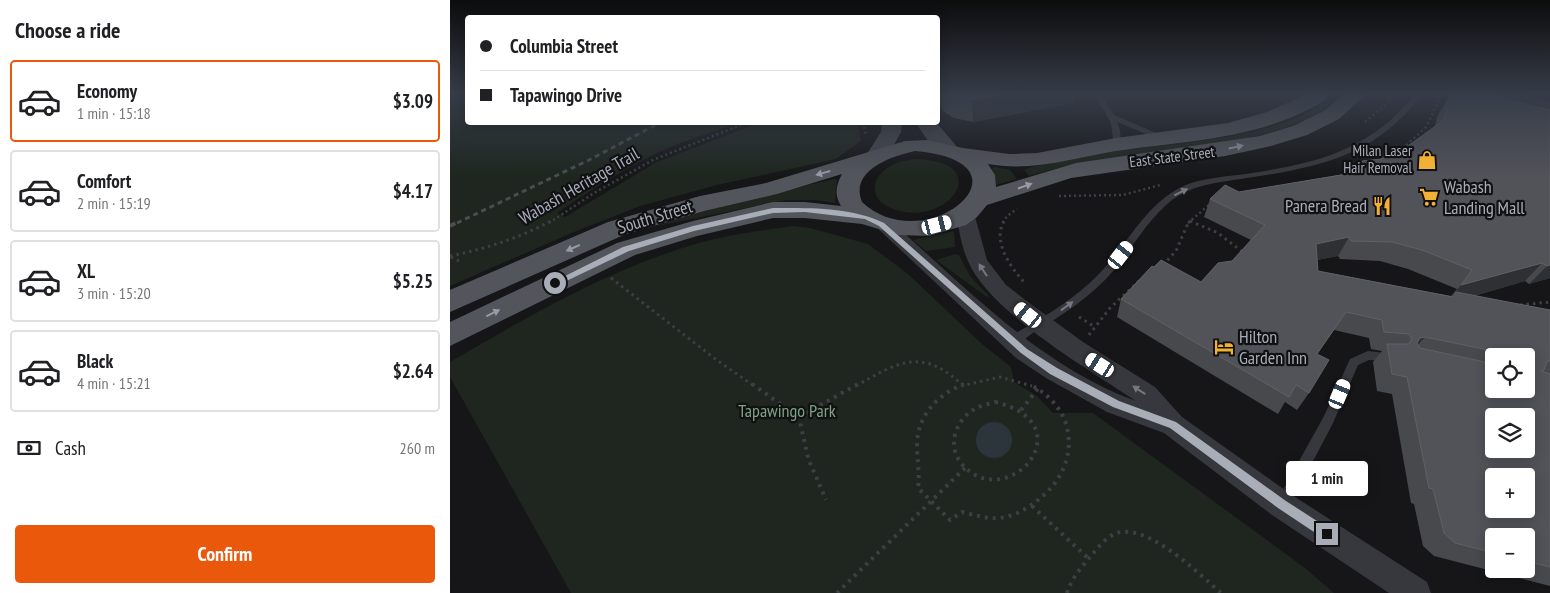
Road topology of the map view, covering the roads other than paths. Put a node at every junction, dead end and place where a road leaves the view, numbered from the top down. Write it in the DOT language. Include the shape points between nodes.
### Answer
graph roads {
  1 [pos="1114,122"];
  2 [pos="1124,122"];
  3 [pos="1265,122"];
  4 [pos="1316,122"];
  5 [pos="1395,122"];
  6 [pos="892,125"];
  7 [pos="928,125"];
  8 [pos="1164,138"];
  9 [pos="1117,144"];
  10 [pos="956,151"];
  11 [pos="874,157"];
  12 [pos="972,206"];
  13 [pos="874,221"];
  14 [pos="622,238"];
  15 [pos="450,302"];
  16 [pos="1039,324"];
  17 [pos="450,335"];
  18 [pos="1012,341"];
  19 [pos="1390,357"];
  20 [pos="1173,425"];
  21 [pos="1282,504"];
  22 [pos="1416,593"];
  1 -- 9 [label="lane" via="1118,133"];
  2 -- 8 [label="lane"];
  3 -- 8 [label="main road, East State Street" via="1233,130"];
  12 -- 4 [label="main road, East State Street, one-way" via="1077,170 1202,153 1269,140"];
  16 -- 5 [label="lane, one-way" via="1071,303 1102,276 1164,202 1181,190 1325,160 1361,145"];
  6 -- 11 [label="main road" via="891,132"];
  7 -- 10 [label="main road"];
  8 -- 9 [label="main road, East State Street"];
  9 -- 10 [label="main road, East State Street" via="1022,161"];
  10 -- 11 [label="main road" via="915,146"];
  10 -- 12 [label="main road" via="976,163 983,174 984,187"];
  11 -- 13 [label="main road" via="855,173 848,184 852,207"];
  11 -- 14 [label="main road, South Street, one-way" via="768,189 700,204"];
  12 -- 13 [label="main road" via="947,222 926,228 903,228"];
  16 -- 12 [label="street, one-way" via="987,276 972,248"];
  13 -- 14 [label="main road" via="805,210 773,210 693,229"];
  13 -- 18 [label="street" via="967,298"];
  14 -- 15 [label="main road, South Street, one-way"];
  17 -- 14 [label="main road, one-way"];
  16 -- 18 [label="lane"];
  20 -- 16 [label="street, one-way" via="1146,394"];
  18 -- 20 [label="street" via="1054,371 1108,400"];
  19 -- 21 [label="lane" via="1368,355 1354,362 1329,419"];
  20 -- 21 [label="street"];
  21 -- 22 [label="street"];
}
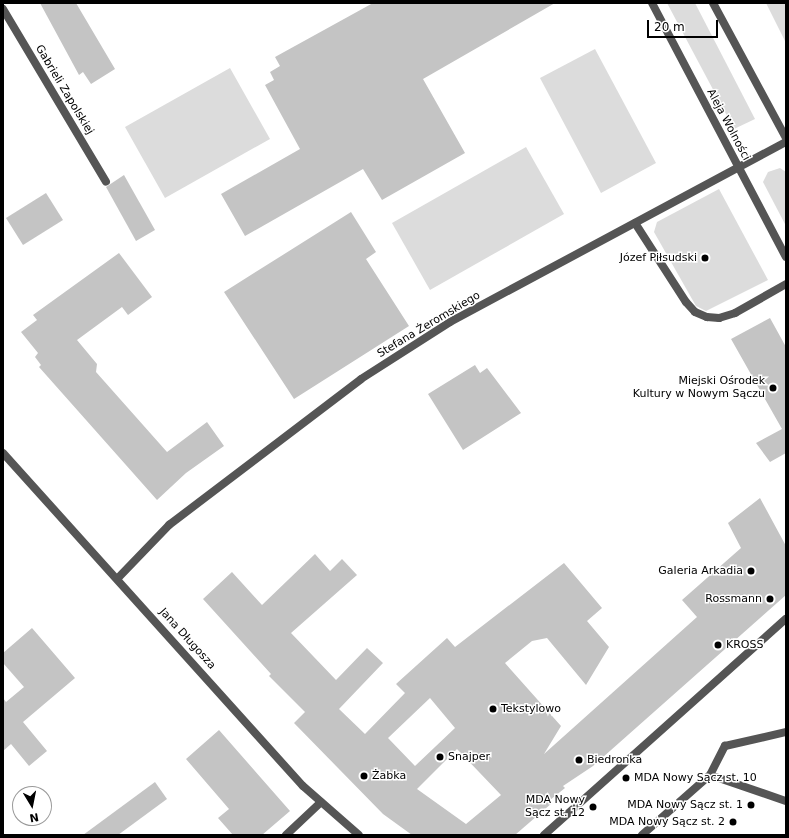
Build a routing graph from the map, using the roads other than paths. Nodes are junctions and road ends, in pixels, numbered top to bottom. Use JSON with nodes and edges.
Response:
{"nodes":[{"id":1,"x":652,"y":3,"type":"edge"},
{"id":2,"x":713,"y":3,"type":"edge"},
{"id":3,"x":3,"y":8,"type":"edge"},
{"id":4,"x":786,"y":138,"type":"edge"},
{"id":5,"x":786,"y":142,"type":"edge"},
{"id":6,"x":739,"y":170,"type":"junction"},
{"id":7,"x":106,"y":182,"type":"dead end"},
{"id":8,"x":635,"y":222,"type":"junction"},
{"id":9,"x":786,"y":257,"type":"edge"},
{"id":10,"x":786,"y":284,"type":"edge"},
{"id":11,"x":3,"y":453,"type":"edge"},
{"id":12,"x":118,"y":578,"type":"junction"},
{"id":13,"x":786,"y":619,"type":"edge"},
{"id":14,"x":786,"y":732,"type":"edge"},
{"id":15,"x":710,"y":775,"type":"junction"},
{"id":16,"x":786,"y":801,"type":"edge"},
{"id":17,"x":321,"y":802,"type":"junction"},
{"id":18,"x":286,"y":835,"type":"edge"},
{"id":19,"x":359,"y":835,"type":"edge"},
{"id":20,"x":544,"y":835,"type":"edge"},
{"id":21,"x":642,"y":835,"type":"edge"}],
"edges":[{"from":1,"to":6,"type":"street","name":"Aleja Wolności"},
{"from":2,"to":4,"type":"street"},
{"from":3,"to":7,"type":"street","name":"Gabrieli Zapolskiej"},
{"from":5,"to":6,"type":"street","name":"Stefana Żeromskiego"},
{"from":6,"to":8,"type":"street","name":"Stefana Żeromskiego"},
{"from":6,"to":9,"type":"street","name":"Aleja Wolności"},
{"from":8,"to":10,"type":"street"},
{"from":8,"to":12,"type":"street","name":"Stefana Żeromskiego"},
{"from":11,"to":12,"type":"street","name":"Jana Długosza"},
{"from":12,"to":17,"type":"street","name":"Jana Długosza"},
{"from":13,"to":20,"type":"street"},
{"from":14,"to":15,"type":"street"},
{"from":15,"to":16,"type":"street"},
{"from":15,"to":21,"type":"street"},
{"from":17,"to":18,"type":"street"},
{"from":17,"to":19,"type":"street","name":"Jana Długosza"}]}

__Goal of the exercise__
When you give the entries again, keep them exact and omit any picture they contain.

__Answer space__
Road topology of the map view, covering the roads other than paths. Put a node at every junction, dead end and place where a road leaves the view, numbered from the top down. Write it in the DOT language. Include the shape points between nodes.
### Answer
graph roads {
  1 [pos="1114,122"];
  2 [pos="1124,122"];
  3 [pos="1265,122"];
  4 [pos="1316,122"];
  5 [pos="1395,122"];
  6 [pos="892,125"];
  7 [pos="928,125"];
  8 [pos="1164,138"];
  9 [pos="1117,144"];
  10 [pos="956,151"];
  11 [pos="874,157"];
  12 [pos="972,206"];
  13 [pos="874,221"];
  14 [pos="622,238"];
  15 [pos="450,302"];
  16 [pos="1039,324"];
  17 [pos="450,335"];
  18 [pos="1012,341"];
  19 [pos="1390,357"];
  20 [pos="1173,425"];
  21 [pos="1282,504"];
  22 [pos="1416,593"];
  1 -- 9 [label="lane" via="1118,133"];
  2 -- 8 [label="lane"];
  3 -- 8 [label="main road, East State Street" via="1233,130"];
  12 -- 4 [label="main road, East State Street, one-way" via="1077,170 1202,153 1269,140"];
  16 -- 5 [label="lane, one-way" via="1071,303 1102,276 1164,202 1181,190 1325,160 1361,145"];
  6 -- 11 [label="main road" via="891,132"];
  7 -- 10 [label="main road"];
  8 -- 9 [label="main road, East State Street"];
  9 -- 10 [label="main road, East State Street" via="1022,161"];
  10 -- 11 [label="main road" via="915,146"];
  10 -- 12 [label="main road" via="976,163 983,174 984,187"];
  11 -- 13 [label="main road" via="855,173 848,184 852,207"];
  11 -- 14 [label="main road, South Street, one-way" via="768,189 700,204"];
  12 -- 13 [label="main road" via="947,222 926,228 903,228"];
  16 -- 12 [label="street, one-way" via="987,276 972,248"];
  13 -- 14 [label="main road" via="805,210 773,210 693,229"];
  13 -- 18 [label="street" via="967,298"];
  14 -- 15 [label="main road, South Street, one-way"];
  17 -- 14 [label="main road, one-way"];
  16 -- 18 [label="lane"];
  20 -- 16 [label="street, one-way" via="1146,394"];
  18 -- 20 [label="street" via="1054,371 1108,400"];
  19 -- 21 [label="lane" via="1368,355 1354,362 1329,419"];
  20 -- 21 [label="street"];
  21 -- 22 [label="street"];
}
Build a routing graph from the map, using the roads other than paths. Nodes are junctions and road ends, in pixels, numbered top to bottom. Use JSON with nodes and edges.
Response:
{"nodes":[{"id":1,"x":652,"y":3,"type":"edge"},
{"id":2,"x":713,"y":3,"type":"edge"},
{"id":3,"x":3,"y":8,"type":"edge"},
{"id":4,"x":786,"y":138,"type":"edge"},
{"id":5,"x":786,"y":142,"type":"edge"},
{"id":6,"x":739,"y":170,"type":"junction"},
{"id":7,"x":106,"y":182,"type":"dead end"},
{"id":8,"x":635,"y":222,"type":"junction"},
{"id":9,"x":786,"y":257,"type":"edge"},
{"id":10,"x":786,"y":284,"type":"edge"},
{"id":11,"x":3,"y":453,"type":"edge"},
{"id":12,"x":118,"y":578,"type":"junction"},
{"id":13,"x":786,"y":619,"type":"edge"},
{"id":14,"x":786,"y":732,"type":"edge"},
{"id":15,"x":710,"y":775,"type":"junction"},
{"id":16,"x":786,"y":801,"type":"edge"},
{"id":17,"x":321,"y":802,"type":"junction"},
{"id":18,"x":286,"y":835,"type":"edge"},
{"id":19,"x":359,"y":835,"type":"edge"},
{"id":20,"x":544,"y":835,"type":"edge"},
{"id":21,"x":642,"y":835,"type":"edge"}],
"edges":[{"from":1,"to":6,"type":"street","name":"Aleja Wolności"},
{"from":2,"to":4,"type":"street"},
{"from":3,"to":7,"type":"street","name":"Gabrieli Zapolskiej"},
{"from":5,"to":6,"type":"street","name":"Stefana Żeromskiego"},
{"from":6,"to":8,"type":"street","name":"Stefana Żeromskiego"},
{"from":6,"to":9,"type":"street","name":"Aleja Wolności"},
{"from":8,"to":10,"type":"street"},
{"from":8,"to":12,"type":"street","name":"Stefana Żeromskiego"},
{"from":11,"to":12,"type":"street","name":"Jana Długosza"},
{"from":12,"to":17,"type":"street","name":"Jana Długosza"},
{"from":13,"to":20,"type":"street"},
{"from":14,"to":15,"type":"street"},
{"from":15,"to":16,"type":"street"},
{"from":15,"to":21,"type":"street"},
{"from":17,"to":18,"type":"street"},
{"from":17,"to":19,"type":"street","name":"Jana Długosza"}]}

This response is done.